Cronaca

Coronavirus, cambiano gli orari delle Poste: chiusi 22 uffici su 44 nel cesenate

"In tutti gli Uffici, inoltre, sono state poste in essere delle linee di distanza dalle postazioni degli operatori"

"Considerata l’evoluzione della situazione epidemiologica e l’incremento dei casi di contagio sul territorio nazionale, l’Azienda garantisce il servizio con un numero omogeneo di Uffici Postali aperti in proporzione agli abitanti di ciascun Comune; saranno dunque contingentate le aperture pomeridiane degli Uffici aperti su doppio turno e di quelli aperti solo al mattino. Inoltre, nei Comuni con un unico Ufficio Postale, l’apertura avverrà a giorni alterni. I cittadini saranno informati sulle novità, come di consueto, tramite gli avvisi affissi all’esterno degli Uffici".

"In tutti gli Uffici, inoltre, sono state poste in essere delle linee di distanza dalle postazioni degli operatori - viene comunicato -. Per quanto riguarda i servizi di consegna corrispondenza e pacchi gli orari di lavoro dei portalettere sono stati dilazionati per evitare la concentrazione di personale all’interno dei siti operativi nelle stesse fasce orarie. L’operatività di tutti gli altri dipendenti di Poste Italiane è garantita dal ricorso allo smart working". Poste Italiane ribadisce che, "qualora il Governo dovesse assumere nuovi provvedimenti, l’Azienda si adeguerà alle nuove indicazioni come è stato fatto puntualmente fino ad oggi".

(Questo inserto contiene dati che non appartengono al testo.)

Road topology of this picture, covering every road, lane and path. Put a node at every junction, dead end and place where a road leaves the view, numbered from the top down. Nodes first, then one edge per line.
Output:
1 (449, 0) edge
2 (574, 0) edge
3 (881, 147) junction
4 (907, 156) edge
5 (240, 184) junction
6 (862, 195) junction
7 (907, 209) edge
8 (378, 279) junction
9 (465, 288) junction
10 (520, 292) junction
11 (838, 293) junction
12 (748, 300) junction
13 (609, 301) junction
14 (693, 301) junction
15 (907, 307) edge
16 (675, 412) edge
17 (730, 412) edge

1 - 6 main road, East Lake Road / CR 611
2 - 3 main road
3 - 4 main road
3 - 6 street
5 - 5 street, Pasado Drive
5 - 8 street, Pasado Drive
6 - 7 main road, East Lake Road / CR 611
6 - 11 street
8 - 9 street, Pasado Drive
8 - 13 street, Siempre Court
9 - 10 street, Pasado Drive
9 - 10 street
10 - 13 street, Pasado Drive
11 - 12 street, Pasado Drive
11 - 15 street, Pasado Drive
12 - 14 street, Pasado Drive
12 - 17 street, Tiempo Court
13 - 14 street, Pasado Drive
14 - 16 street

Chiusi  22 uffici postali su 44 nel cesenate. Si tratta di quelli di Bagno di Romagna, Selva Piana a Bagno di Romagna. A Cesena  Via Fellini, Diegaro, Martorano, Calisese, Macerone, San Carlo, Gattolino, San Giorgio, a Cesenatico quello di Sala, Villalta, Gatteo Mare, a Mercato Saraceno Cella e Piavola, a Roncofreddo Oriola, San Mauro Mare, Ranchio a Sarsina, Rontagnano a Sogliano, Verghereto e Balze a Verghereto.

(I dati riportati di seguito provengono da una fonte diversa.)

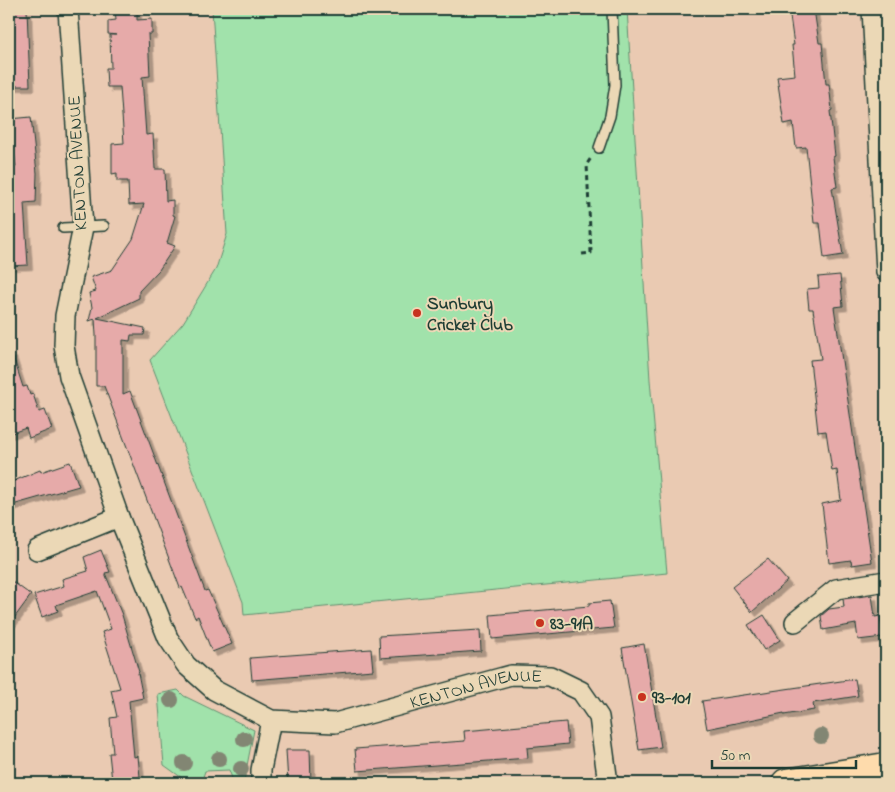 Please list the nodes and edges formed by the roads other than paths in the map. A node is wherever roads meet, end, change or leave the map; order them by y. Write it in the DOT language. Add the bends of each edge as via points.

Aperti la mattina 6 giorni a settimana a Cesena l'ufficio postale di Piazza della Libertà, Sobborgo Comandini e Piazza Pisacane a Cesenatico.

Aperti la mattina a giorni alterni: 

poste 1-2

poste 2-2-2

Pensioni in pagamento dal 26 marzo

Con l’obiettivo di contribuire a contrastare la diffusione del Covid-19, Poste Italiane rende noto che le pensioni del mese di aprile verranno accreditate il 26 marzo per i titolari di un Libretto di Risparmio, di un Conto BancoPosta o di una Postepay Evolution. I titolari di carta Postamat, Carta Libretto o di Postepay Evolution potranno prelevare i contanti da oltre 7.000 ATM Postamat (33 nel Riminese), senza bisogno di recarsi allo sportello. 

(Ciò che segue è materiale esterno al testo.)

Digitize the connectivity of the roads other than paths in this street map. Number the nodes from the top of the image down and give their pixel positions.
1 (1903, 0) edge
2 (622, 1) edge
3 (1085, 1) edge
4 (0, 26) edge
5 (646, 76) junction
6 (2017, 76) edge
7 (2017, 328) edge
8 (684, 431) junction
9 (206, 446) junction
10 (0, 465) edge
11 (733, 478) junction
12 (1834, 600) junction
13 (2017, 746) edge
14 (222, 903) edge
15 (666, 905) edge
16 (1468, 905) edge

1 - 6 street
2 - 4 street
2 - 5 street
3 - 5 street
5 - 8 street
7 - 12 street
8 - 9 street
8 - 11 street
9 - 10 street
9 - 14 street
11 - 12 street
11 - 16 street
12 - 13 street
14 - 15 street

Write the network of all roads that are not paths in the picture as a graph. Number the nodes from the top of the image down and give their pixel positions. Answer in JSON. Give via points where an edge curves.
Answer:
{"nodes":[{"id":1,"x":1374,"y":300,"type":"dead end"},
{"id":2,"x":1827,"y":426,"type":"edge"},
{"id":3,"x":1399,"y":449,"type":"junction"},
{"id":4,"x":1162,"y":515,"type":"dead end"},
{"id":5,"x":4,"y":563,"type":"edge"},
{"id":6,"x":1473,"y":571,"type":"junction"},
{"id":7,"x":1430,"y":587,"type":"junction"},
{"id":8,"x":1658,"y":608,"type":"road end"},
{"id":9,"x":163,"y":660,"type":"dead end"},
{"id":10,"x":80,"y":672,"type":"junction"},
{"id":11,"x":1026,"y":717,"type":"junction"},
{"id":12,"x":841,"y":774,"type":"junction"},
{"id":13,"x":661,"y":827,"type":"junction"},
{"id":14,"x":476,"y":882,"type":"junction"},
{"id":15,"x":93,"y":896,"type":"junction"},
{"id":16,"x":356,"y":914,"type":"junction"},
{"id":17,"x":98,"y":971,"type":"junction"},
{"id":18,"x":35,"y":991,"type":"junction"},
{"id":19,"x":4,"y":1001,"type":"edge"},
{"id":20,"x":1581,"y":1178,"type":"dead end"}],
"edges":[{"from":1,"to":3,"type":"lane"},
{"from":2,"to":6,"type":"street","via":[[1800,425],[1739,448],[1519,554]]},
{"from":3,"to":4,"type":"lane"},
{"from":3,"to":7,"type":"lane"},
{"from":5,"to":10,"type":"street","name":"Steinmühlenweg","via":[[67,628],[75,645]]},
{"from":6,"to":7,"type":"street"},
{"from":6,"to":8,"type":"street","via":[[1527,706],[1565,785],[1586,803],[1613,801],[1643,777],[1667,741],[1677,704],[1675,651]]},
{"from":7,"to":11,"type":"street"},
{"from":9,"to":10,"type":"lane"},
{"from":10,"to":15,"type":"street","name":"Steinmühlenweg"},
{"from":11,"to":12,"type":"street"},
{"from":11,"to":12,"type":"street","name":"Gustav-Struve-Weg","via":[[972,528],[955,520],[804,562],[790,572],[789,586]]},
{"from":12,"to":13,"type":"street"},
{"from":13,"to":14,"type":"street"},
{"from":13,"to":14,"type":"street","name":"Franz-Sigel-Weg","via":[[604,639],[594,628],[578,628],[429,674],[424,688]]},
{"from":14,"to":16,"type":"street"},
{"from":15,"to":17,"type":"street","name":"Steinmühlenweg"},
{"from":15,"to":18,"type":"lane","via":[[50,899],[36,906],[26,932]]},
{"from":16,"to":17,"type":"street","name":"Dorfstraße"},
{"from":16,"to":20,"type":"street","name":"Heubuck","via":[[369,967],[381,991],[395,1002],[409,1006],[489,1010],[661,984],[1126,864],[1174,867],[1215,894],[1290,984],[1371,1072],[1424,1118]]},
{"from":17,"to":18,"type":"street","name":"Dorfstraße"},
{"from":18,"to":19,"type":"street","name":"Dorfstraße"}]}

Coloro che invece non possono evitare di ritirare la pensione in contanti, nell’Ufficio Postale, dovranno presentarsi agli sportelli rispettando la turnazione alfabetica prevista dal calendario seguente:

I cognomi dalla A alla B giovedì 26 marzo

                 dalla C alla D venerdì 27 marzo 

     dalla E alla K la mattina di sabato 28 marzo

     dalla L alla O lunedì 30 marzo 

     dalla P alla R martedì 31 marzo

     dalla S alla Z mercoledì 1 aprile.

Nell’attuale emergenza sanitaria, le nuove modalità di pagamento delle pensioni hanno carattere precauzionale e sono state introdotte con l’obiettivo prioritario di garantire la tutela della salute dei lavoratori e dei clienti di Poste Italiane. 

In questa fase, ciascuno è pertanto invitato ad entrare negli uffici postali esclusivamente per il compimento di operazioni essenziali e indifferibili, in ogni caso avendo cura, ove possibile, di indossare dispositivi di protezione personale; di entrare in ufficio solo all’uscita dei clienti precedenti; tenere la distanza di almeno un metro, sia in attesa all’esterno degli uffici che nelle sale aperte al pubblico.